◆ **Provided data**:
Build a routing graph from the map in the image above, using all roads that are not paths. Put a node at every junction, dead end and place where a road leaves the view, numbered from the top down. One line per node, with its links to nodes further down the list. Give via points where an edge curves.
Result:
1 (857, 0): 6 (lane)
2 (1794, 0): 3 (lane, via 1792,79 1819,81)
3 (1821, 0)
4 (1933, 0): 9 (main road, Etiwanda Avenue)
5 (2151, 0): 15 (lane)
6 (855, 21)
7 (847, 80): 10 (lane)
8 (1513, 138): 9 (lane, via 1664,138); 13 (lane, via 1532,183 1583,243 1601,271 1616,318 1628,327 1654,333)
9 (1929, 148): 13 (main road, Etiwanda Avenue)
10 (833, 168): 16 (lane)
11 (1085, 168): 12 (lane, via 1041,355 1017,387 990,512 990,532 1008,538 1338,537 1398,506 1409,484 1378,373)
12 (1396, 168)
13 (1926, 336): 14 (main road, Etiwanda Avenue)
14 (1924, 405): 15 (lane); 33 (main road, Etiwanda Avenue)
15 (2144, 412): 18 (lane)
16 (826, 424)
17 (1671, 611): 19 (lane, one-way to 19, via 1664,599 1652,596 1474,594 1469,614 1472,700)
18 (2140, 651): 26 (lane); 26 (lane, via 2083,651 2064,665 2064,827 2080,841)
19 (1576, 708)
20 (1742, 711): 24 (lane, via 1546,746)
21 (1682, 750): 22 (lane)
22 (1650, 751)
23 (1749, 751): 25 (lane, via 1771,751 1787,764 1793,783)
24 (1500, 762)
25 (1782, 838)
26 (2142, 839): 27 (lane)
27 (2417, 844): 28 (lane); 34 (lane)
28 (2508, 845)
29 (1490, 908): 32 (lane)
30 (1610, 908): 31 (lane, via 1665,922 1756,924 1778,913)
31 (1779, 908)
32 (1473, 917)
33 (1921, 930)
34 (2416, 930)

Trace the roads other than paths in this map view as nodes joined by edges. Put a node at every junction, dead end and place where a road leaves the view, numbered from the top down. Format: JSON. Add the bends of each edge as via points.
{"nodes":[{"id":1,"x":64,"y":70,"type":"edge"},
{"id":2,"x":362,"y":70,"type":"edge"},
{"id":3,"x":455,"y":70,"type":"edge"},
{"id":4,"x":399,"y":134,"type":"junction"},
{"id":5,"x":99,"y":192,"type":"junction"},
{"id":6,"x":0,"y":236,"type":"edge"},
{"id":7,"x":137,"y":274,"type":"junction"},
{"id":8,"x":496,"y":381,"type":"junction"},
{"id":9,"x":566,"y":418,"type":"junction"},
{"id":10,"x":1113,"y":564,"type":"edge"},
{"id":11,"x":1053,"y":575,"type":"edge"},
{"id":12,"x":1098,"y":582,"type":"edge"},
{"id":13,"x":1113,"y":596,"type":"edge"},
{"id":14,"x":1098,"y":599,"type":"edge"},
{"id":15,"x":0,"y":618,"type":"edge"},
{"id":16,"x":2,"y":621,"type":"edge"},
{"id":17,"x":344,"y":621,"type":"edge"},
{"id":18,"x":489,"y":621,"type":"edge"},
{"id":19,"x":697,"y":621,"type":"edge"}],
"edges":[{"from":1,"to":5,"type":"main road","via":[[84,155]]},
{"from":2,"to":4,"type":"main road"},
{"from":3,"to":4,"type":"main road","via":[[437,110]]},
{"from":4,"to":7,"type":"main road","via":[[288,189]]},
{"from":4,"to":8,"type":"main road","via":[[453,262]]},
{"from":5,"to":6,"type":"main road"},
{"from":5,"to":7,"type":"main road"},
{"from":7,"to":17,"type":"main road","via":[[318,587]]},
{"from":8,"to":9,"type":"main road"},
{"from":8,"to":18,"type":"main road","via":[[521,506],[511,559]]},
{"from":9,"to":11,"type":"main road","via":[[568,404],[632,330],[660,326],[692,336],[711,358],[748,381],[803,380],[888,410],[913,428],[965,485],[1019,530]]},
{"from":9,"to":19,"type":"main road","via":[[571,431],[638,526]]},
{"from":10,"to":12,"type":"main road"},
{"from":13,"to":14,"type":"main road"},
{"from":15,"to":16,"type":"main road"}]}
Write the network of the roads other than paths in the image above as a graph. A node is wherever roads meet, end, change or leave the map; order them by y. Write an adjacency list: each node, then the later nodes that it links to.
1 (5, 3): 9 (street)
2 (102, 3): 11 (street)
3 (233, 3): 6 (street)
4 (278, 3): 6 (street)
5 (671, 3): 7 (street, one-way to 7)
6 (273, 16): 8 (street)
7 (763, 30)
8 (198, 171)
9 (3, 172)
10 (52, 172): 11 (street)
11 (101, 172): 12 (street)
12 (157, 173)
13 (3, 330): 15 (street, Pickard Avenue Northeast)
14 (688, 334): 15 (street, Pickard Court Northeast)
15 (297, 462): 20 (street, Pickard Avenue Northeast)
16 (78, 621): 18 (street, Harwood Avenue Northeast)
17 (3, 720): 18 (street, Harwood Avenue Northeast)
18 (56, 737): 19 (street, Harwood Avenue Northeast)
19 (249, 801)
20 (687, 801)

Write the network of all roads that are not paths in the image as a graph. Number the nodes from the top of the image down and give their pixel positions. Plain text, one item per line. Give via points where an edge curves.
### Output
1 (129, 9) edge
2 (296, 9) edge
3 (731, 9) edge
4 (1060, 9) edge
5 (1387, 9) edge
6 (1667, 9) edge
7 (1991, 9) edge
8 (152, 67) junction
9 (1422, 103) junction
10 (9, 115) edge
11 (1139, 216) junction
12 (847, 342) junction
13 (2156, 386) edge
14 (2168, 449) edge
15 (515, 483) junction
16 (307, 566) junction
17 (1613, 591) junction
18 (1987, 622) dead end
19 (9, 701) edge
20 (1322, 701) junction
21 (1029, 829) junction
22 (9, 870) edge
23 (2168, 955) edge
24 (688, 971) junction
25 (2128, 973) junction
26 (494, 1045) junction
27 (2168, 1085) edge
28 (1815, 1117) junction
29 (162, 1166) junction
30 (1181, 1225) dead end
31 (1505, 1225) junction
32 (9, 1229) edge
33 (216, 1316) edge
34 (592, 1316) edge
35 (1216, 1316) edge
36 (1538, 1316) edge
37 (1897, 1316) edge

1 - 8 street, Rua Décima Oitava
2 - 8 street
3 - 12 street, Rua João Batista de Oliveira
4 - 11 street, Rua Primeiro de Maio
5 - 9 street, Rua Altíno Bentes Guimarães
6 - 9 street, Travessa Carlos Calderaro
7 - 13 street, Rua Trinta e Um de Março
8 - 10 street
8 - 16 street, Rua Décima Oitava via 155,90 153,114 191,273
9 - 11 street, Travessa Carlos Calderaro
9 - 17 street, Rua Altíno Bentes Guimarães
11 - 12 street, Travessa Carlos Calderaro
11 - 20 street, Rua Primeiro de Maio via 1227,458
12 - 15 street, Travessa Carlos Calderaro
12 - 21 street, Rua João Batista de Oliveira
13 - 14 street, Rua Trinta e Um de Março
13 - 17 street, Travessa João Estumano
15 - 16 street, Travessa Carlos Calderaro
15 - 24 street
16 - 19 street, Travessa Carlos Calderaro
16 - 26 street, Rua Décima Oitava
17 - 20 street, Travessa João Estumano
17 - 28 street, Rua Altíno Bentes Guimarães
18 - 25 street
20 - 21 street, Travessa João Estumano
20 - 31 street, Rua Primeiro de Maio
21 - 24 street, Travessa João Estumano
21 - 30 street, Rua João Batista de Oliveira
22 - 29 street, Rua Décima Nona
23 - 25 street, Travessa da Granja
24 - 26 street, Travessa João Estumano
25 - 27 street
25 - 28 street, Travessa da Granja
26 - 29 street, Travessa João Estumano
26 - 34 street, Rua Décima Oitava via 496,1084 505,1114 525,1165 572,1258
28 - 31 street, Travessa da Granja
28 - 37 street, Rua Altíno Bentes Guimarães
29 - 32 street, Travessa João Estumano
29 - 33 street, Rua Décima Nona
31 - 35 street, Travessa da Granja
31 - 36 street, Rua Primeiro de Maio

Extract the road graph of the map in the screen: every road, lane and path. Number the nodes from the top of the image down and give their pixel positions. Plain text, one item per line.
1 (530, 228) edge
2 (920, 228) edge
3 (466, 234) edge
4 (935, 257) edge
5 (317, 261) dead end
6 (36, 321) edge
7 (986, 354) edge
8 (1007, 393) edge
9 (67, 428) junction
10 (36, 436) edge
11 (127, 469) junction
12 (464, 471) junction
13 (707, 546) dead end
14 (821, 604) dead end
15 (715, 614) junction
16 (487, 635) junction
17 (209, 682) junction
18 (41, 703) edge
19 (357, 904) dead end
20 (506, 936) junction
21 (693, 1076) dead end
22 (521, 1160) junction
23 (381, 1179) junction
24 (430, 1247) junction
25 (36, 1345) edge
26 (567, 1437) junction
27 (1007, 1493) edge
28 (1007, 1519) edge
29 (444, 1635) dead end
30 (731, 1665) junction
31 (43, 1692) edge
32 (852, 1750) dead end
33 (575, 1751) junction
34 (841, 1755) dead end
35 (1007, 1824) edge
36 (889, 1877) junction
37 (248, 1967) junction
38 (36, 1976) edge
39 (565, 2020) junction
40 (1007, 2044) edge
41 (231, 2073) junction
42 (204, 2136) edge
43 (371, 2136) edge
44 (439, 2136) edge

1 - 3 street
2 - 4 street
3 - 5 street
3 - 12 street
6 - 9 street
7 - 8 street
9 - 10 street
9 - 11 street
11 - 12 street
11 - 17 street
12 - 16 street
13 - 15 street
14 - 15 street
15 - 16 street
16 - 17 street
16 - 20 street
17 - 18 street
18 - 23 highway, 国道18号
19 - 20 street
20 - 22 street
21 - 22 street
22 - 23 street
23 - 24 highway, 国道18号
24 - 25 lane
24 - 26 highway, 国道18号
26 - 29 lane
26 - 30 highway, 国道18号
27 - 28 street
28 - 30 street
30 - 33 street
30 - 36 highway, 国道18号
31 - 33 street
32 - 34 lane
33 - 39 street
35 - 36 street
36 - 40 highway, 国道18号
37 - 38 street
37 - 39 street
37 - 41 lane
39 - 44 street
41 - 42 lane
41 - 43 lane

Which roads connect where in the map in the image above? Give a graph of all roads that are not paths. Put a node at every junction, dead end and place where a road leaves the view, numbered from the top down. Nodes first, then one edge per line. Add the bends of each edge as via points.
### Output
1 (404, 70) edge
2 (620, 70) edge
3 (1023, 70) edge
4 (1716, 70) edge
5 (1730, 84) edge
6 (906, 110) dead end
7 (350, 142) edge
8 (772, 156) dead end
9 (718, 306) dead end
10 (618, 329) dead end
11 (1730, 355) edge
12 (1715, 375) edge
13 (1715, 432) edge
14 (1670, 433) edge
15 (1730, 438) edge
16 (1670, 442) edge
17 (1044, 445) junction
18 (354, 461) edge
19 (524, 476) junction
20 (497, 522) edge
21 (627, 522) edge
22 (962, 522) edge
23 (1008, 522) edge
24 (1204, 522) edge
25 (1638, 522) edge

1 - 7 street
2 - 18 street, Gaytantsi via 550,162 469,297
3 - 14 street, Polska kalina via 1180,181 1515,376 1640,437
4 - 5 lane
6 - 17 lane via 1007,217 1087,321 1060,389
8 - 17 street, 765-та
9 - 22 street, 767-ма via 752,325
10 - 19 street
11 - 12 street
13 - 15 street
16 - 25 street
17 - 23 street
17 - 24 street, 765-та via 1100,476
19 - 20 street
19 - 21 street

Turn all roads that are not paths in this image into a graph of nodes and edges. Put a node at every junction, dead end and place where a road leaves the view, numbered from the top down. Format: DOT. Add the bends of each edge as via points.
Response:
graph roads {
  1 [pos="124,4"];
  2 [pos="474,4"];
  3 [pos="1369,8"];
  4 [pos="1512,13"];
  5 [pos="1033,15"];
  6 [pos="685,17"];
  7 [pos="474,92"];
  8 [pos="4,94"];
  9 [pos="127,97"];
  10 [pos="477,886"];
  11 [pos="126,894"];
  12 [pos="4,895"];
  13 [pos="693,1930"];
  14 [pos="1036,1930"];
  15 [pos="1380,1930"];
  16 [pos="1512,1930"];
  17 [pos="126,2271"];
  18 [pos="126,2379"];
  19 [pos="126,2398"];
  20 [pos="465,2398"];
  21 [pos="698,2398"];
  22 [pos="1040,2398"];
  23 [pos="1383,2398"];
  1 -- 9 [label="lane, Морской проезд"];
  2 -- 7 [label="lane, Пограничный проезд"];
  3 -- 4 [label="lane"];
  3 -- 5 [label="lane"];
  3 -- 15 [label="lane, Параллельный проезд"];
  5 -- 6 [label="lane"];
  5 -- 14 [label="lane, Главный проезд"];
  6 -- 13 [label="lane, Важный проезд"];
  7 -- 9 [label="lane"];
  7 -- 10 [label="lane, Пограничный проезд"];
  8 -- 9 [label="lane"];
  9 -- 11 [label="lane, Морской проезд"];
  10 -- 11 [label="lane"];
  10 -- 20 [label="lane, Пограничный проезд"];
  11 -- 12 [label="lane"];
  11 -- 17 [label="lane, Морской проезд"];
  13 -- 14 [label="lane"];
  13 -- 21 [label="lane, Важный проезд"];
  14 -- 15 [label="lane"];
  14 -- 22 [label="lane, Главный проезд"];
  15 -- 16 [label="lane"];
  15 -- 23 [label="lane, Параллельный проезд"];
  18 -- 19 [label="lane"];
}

◆ **Exercise requirements**:
The string "item" may appear in the entries. Say how many lines contain it, as a bare number.

◆ **Solution**:
2